ASSIGNMENT: Word for word, write the lines below out again, with no pictures.

EXERCISE INPUT:
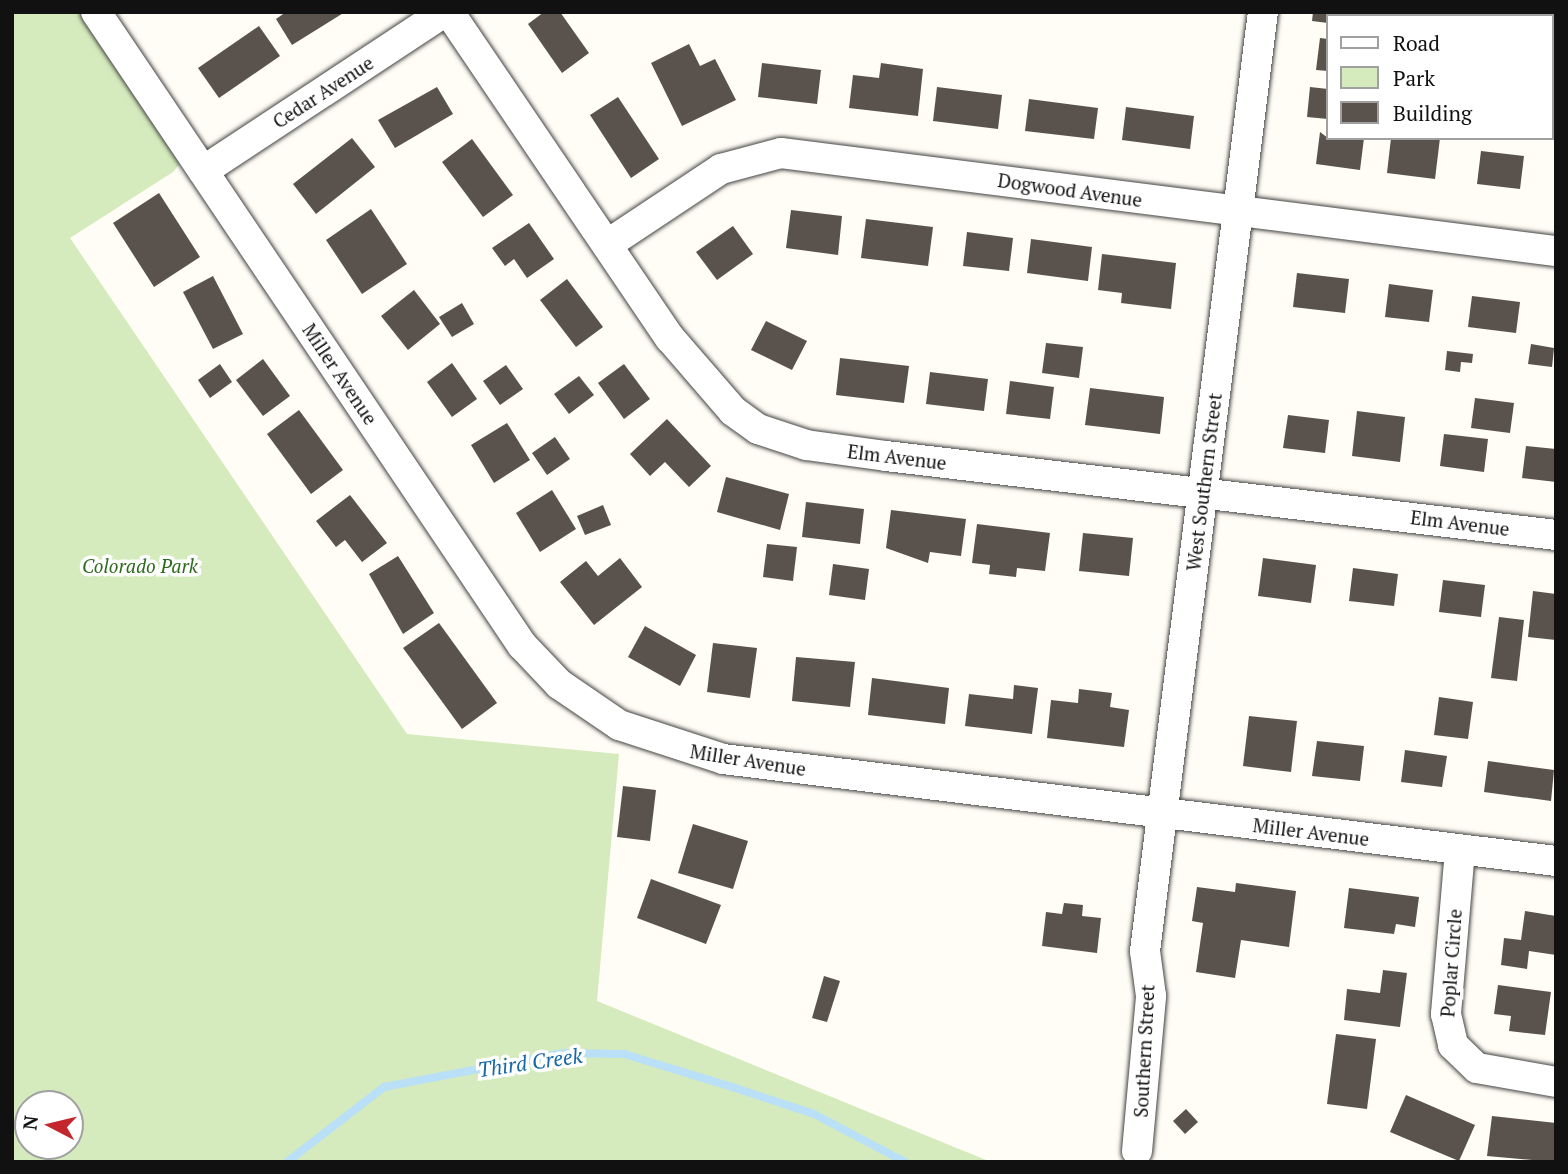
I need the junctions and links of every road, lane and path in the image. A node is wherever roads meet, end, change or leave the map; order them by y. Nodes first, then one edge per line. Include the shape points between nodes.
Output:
1 (96, 12) edge
2 (446, 12) edge
3 (1263, 12) edge
4 (203, 171) junction
5 (1240, 213) junction
6 (608, 244) junction
7 (1556, 251) edge
8 (1202, 491) junction
9 (1556, 535) edge
10 (1162, 815) junction
11 (1460, 849) junction
12 (1556, 861) edge
13 (1145, 951) joint
14 (1556, 1082) edge
15 (1137, 1151) dead end

1 - 4 street, Miller Avenue
2 - 4 street, Cedar Avenue
2 - 6 street, Elm Avenue
3 - 5 street, West Southern Street
4 - 10 street, Miller Avenue via 522,645 579,700 645,737 723,759
5 - 6 street, Dogwood Avenue via 781,153 721,169
5 - 7 street, Dogwood Avenue
5 - 8 street, West Southern Street
6 - 8 street, Elm Avenue via 707,384 733,411 776,438
8 - 9 street, Elm Avenue
8 - 10 street, West Southern Street
10 - 11 street, Miller Avenue
10 - 13 street, West Southern Street
11 - 12 street, Miller Avenue
11 - 14 street, Poplar Circle via 1446,1014 1450,1037 1477,1068
13 - 15 street, Southern Street via 1151,996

RESPONSE BOX:
I need the junctions and links of every road, lane and path in the image. A node is wherever roads meet, end, change or leave the map; order them by y. Nodes first, then one edge per line. Include the shape points between nodes.
Output:
1 (96, 12) edge
2 (446, 12) edge
3 (1263, 12) edge
4 (203, 171) junction
5 (1240, 213) junction
6 (608, 244) junction
7 (1556, 251) edge
8 (1202, 491) junction
9 (1556, 535) edge
10 (1162, 815) junction
11 (1460, 849) junction
12 (1556, 861) edge
13 (1145, 951) joint
14 (1556, 1082) edge
15 (1137, 1151) dead end

1 - 4 street, Miller Avenue
2 - 4 street, Cedar Avenue
2 - 6 street, Elm Avenue
3 - 5 street, West Southern Street
4 - 10 street, Miller Avenue via 522,645 579,700 645,737 723,759
5 - 6 street, Dogwood Avenue via 781,153 721,169
5 - 7 street, Dogwood Avenue
5 - 8 street, West Southern Street
6 - 8 street, Elm Avenue via 707,384 733,411 776,438
8 - 9 street, Elm Avenue
8 - 10 street, West Southern Street
10 - 11 street, Miller Avenue
10 - 13 street, West Southern Street
11 - 12 street, Miller Avenue
11 - 14 street, Poplar Circle via 1446,1014 1450,1037 1477,1068
13 - 15 street, Southern Street via 1151,996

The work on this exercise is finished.